永井統括診療部長は「日本は結核への認識が薄く、せきが続いても受診しない人が多くいます。医療機関でも診断の遅れが目立ち、その間に周囲にうつしている恐れがあります」と危惧する。肺結核患者の21%が、症状が出てから受診までに2カ月以上かかっており、たとえ受診しても診断がつくまでに1カ月以上かかったケースが22%にも達する。
結核菌は空気感染するため、狭い空間に一緒にいるだけでうつる恐れがある。診断が下りた時には、周囲に結核菌をばらまいてしまっていることもある。また、治療の遅れは重症化を招きかねず、命の危険もある。
▽肺以外の感染にも注意
さらに結核菌は、肺以外の臓器にも感染することがある。

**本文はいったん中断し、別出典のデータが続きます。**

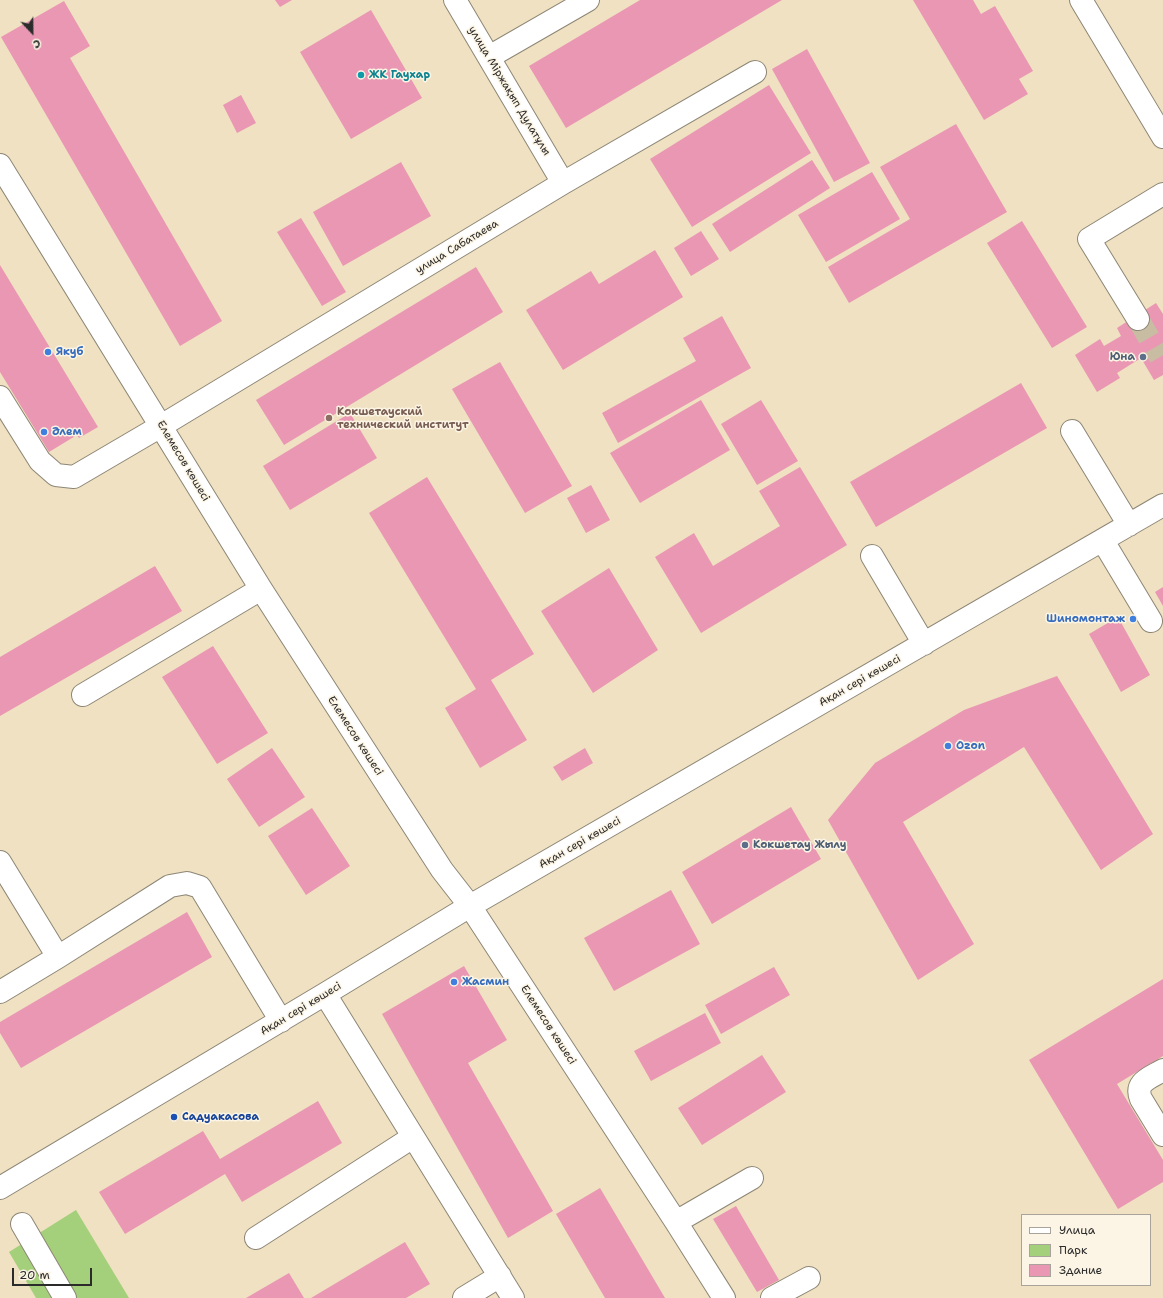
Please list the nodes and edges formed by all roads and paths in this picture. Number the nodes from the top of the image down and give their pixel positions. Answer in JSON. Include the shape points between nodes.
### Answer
{"nodes":[{"id":1,"x":456,"y":0,"type":"edge"},
{"id":2,"x":588,"y":0,"type":"edge"},
{"id":3,"x":1081,"y":0,"type":"edge"},
{"id":4,"x":489,"y":57,"type":"junction"},
{"id":5,"x":755,"y":72,"type":"dead end"},
{"id":6,"x":1163,"y":137,"type":"edge"},
{"id":7,"x":0,"y":165,"type":"edge"},
{"id":8,"x":563,"y":183,"type":"junction"},
{"id":9,"x":1163,"y":194,"type":"edge"},
{"id":10,"x":1138,"y":319,"type":"tunnel mouth"},
{"id":11,"x":0,"y":397,"type":"edge"},
{"id":12,"x":162,"y":426,"type":"junction"},
{"id":13,"x":1072,"y":431,"type":"dead end"},
{"id":14,"x":1163,"y":505,"type":"edge"},
{"id":15,"x":1129,"y":525,"type":"junction"},
{"id":16,"x":1103,"y":541,"type":"junction"},
{"id":17,"x":872,"y":556,"type":"dead end"},
{"id":18,"x":261,"y":590,"type":"junction"},
{"id":19,"x":1151,"y":621,"type":"dead end"},
{"id":20,"x":924,"y":644,"type":"junction"},
{"id":21,"x":83,"y":695,"type":"dead end"},
{"id":22,"x":0,"y":862,"type":"edge"},
{"id":23,"x":470,"y":906,"type":"junction"},
{"id":24,"x":58,"y":957,"type":"junction"},
{"id":25,"x":0,"y":992,"type":"edge"},
{"id":26,"x":326,"y":994,"type":"junction"},
{"id":27,"x":281,"y":1021,"type":"junction"},
{"id":28,"x":1163,"y":1070,"type":"edge"},
{"id":29,"x":1163,"y":1135,"type":"edge"},
{"id":30,"x":413,"y":1137,"type":"junction"},
{"id":31,"x":752,"y":1178,"type":"dead end"},
{"id":32,"x":0,"y":1188,"type":"edge"},
{"id":33,"x":676,"y":1222,"type":"junction"},
{"id":34,"x":22,"y":1224,"type":"dead end"},
{"id":35,"x":256,"y":1238,"type":"dead end"},
{"id":36,"x":500,"y":1276,"type":"junction"},
{"id":37,"x":809,"y":1278,"type":"dead end"},
{"id":38,"x":65,"y":1298,"type":"edge"},
{"id":39,"x":464,"y":1298,"type":"edge"},
{"id":40,"x":513,"y":1298,"type":"edge"},
{"id":41,"x":724,"y":1298,"type":"edge"},
{"id":42,"x":772,"y":1298,"type":"edge"}],
"edges":[{"from":1,"to":4,"type":"main road","name":"улица Міржақып Дулатұлы"},
{"from":2,"to":4,"type":"main road"},
{"from":3,"to":6,"type":"main road"},
{"from":4,"to":8,"type":"main road","name":"улица Міржақып Дулатұлы"},
{"from":5,"to":8,"type":"main road","name":"улица Сабатаева"},
{"from":7,"to":12,"type":"main road","name":"Елемесов көшесі"},
{"from":8,"to":12,"type":"main road","name":"улица Сабатаева"},
{"from":9,"to":10,"type":"main road","via":[[1090,239]]},
{"from":11,"to":12,"type":"main road","name":"улица Сабатаева","via":[[40,461],[56,476],[74,477]]},
{"from":12,"to":18,"type":"main road","name":"Елемесов көшесі"},
{"from":13,"to":15,"type":"main road"},
{"from":14,"to":15,"type":"main road","name":"Ақан сері көшесі"},
{"from":15,"to":16,"type":"main road","name":"Ақан сері көшесі"},
{"from":16,"to":19,"type":"main road"},
{"from":16,"to":20,"type":"main road","name":"Ақан сері көшесі"},
{"from":17,"to":20,"type":"main road"},
{"from":18,"to":21,"type":"main road"},
{"from":18,"to":23,"type":"main road","name":"Елемесов көшесі","via":[[442,870]]},
{"from":20,"to":23,"type":"main road","name":"Ақан сері көшесі"},
{"from":22,"to":24,"type":"main road"},
{"from":23,"to":26,"type":"main road","name":"Ақан сері көшесі"},
{"from":23,"to":33,"type":"main road","name":"Елемесов көшесі"},
{"from":24,"to":25,"type":"main road"},
{"from":24,"to":27,"type":"main road","via":[[170,886],[187,883],[200,887]]},
{"from":26,"to":27,"type":"main road","name":"Ақан сері көшесі"},
{"from":26,"to":30,"type":"main road"},
{"from":27,"to":32,"type":"main road","name":"Ақан сері көшесі"},
{"from":28,"to":29,"type":"main road","via":[[1142,1083],[1139,1088],[1141,1099]]},
{"from":30,"to":35,"type":"main road"},
{"from":30,"to":36,"type":"main road"},
{"from":31,"to":33,"type":"main road"},
{"from":33,"to":41,"type":"main road","name":"Елемесов көшесі"},
{"from":34,"to":38,"type":"main road"},
{"from":36,"to":39,"type":"main road"},
{"from":36,"to":40,"type":"main road"},
{"from":37,"to":42,"type":"main road"}]}
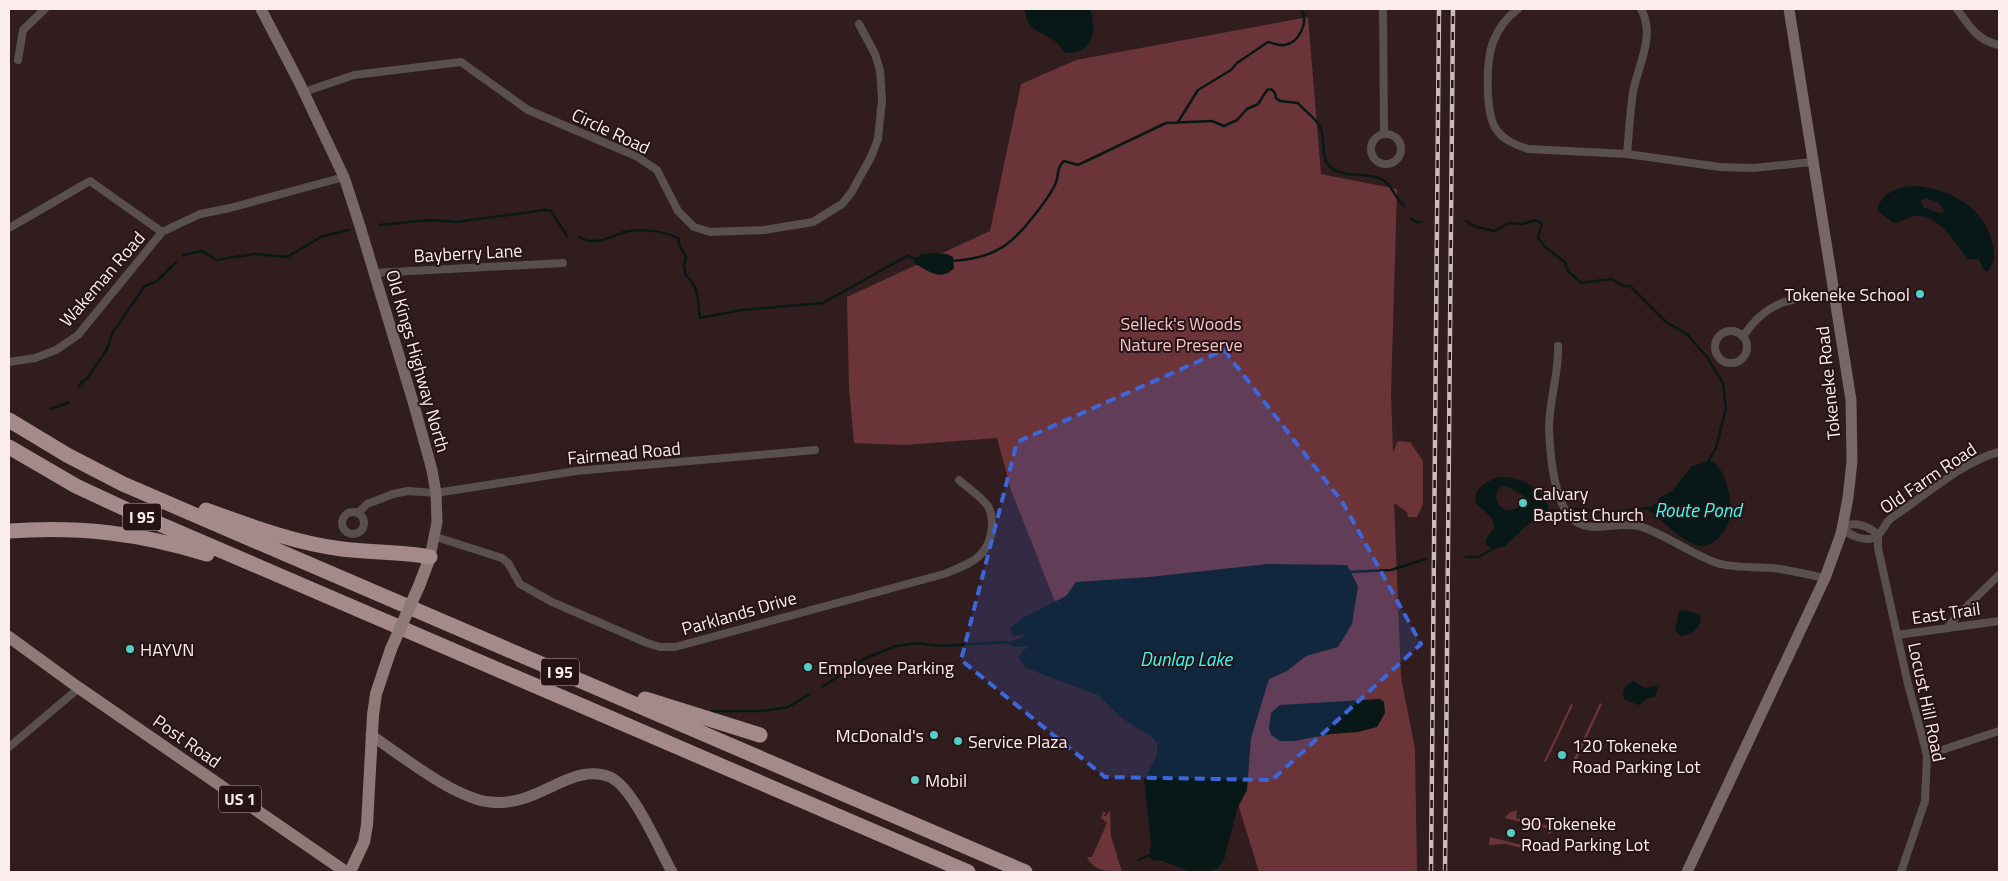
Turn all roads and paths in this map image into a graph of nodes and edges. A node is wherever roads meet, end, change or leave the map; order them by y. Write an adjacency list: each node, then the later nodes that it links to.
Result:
1 (45, 9): 10 (street)
2 (261, 9): 11 (main road, Old Kings Highway North)
3 (1383, 9): 12 (street)
4 (1518, 9): 13 (street)
5 (1641, 9): 13 (street)
6 (1789, 9): 14 (main road, Tokeneke Road)
7 (1957, 9): 9 (street)
8 (859, 24): 11 (street, Circle Road)
9 (1999, 45)
10 (18, 60)
11 (304, 92): 15 (main road, Old Kings Highway North)
12 (1384, 134)
13 (1627, 154): 14 (street)
14 (1812, 162): 20 (main road, Tokeneke Road)
15 (344, 176): 17 (street, Wakeman Road); 19 (main road, Old Kings Highway North)
16 (9, 228): 17 (street, Wakeman Road)
17 (162, 232): 23 (street, Wakeman Road)
18 (563, 263): 19 (street, Bayberry Lane)
19 (374, 273): 30 (main road, Old Kings Highway North)
20 (1834, 295): 21 (street); 32 (main road, Tokeneke Road)
21 (1742, 337): 21 (street)
22 (1558, 346): 39 (street)
23 (9, 362)
24 (9, 420): 28 (highway, I 95)
25 (9, 447): 38 (highway, I 95)
26 (815, 450): 30 (street, Fairmead Road)
27 (1999, 452): 34 (street, Old Farm Road)
28 (95, 470): 36 (highway); 44 (highway, I 95)
29 (959, 480): 35 (street, Parklands Drive)
30 (436, 493): 31 (street, Fairmead Road); 35 (main road, Old Kings Highway North)
31 (358, 513)
32 (1842, 527): 34 (street, Old Farm Road); 39 (main road, Tokeneke Road)
33 (9, 531): 38 (highway)
34 (1878, 535): 42 (street, Locust Hill Road)
35 (436, 537): 36 (main road, Old Kings Highway North)
36 (430, 557): 47 (main road, Old Kings Highway North, bridge)
37 (1999, 575): 41 (street)
38 (280, 576): 53 (highway, I 95)
39 (1825, 578): 55 (main road, Tokeneke Road)
40 (1999, 621): 41 (street, East Trail)
41 (1948, 628): 42 (street, East Trail)
42 (1897, 635): 50 (street, Locust Hill Road)
43 (9, 637): 45 (main road, Post Road / US 1)
44 (496, 645): 48 (highway); 54 (highway, I 95)
45 (79, 688): 49 (street); 51 (main road, Post Road / US 1)
46 (1999, 732): 50 (street)
47 (371, 736): 51 (main road, Old Kings Highway North); 52 (main road)
48 (760, 736)
49 (9, 748)
50 (1927, 755): 56 (street, Locust Hill Road)
51 (348, 872)
52 (672, 872)
53 (968, 872)
54 (1026, 872)
55 (1687, 872)
56 (1901, 872)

永井統括診療部長は「肺外結核といって、リンパ管や血液、消化管を通って結核菌が全身に広がることがあります。肺の表面を覆う胸膜に感染する結核性胸膜炎や、頸部(けいぶ)のリンパ節結核、全身の臓器にあわ粒大の病変をたくさん作る粟粒(ぞくりゅう)結核、腸結核や骨・関節結核などがそうです」と説明する。免疫力が低下していたり他の疾患を持っていたりすると、肺外結核のリスクは高まるという。
乳児の頃に受ける結核予防のBCGワクチンは、15年ほどで効果を失い、市販されている不織布のマスクでは結核菌の侵入は防げない。社会全体で結核のまん延を防ぐことが重要になるという。
永井統括診療部長は「せきがある人はせきエチケットを守り、2週間以上せきやたんが続く場合、必ず受診して結核に感染していないかを検査してください」と呼び掛けている。 (メディカルトリビューン=時事)
(2020/06/12 18:29)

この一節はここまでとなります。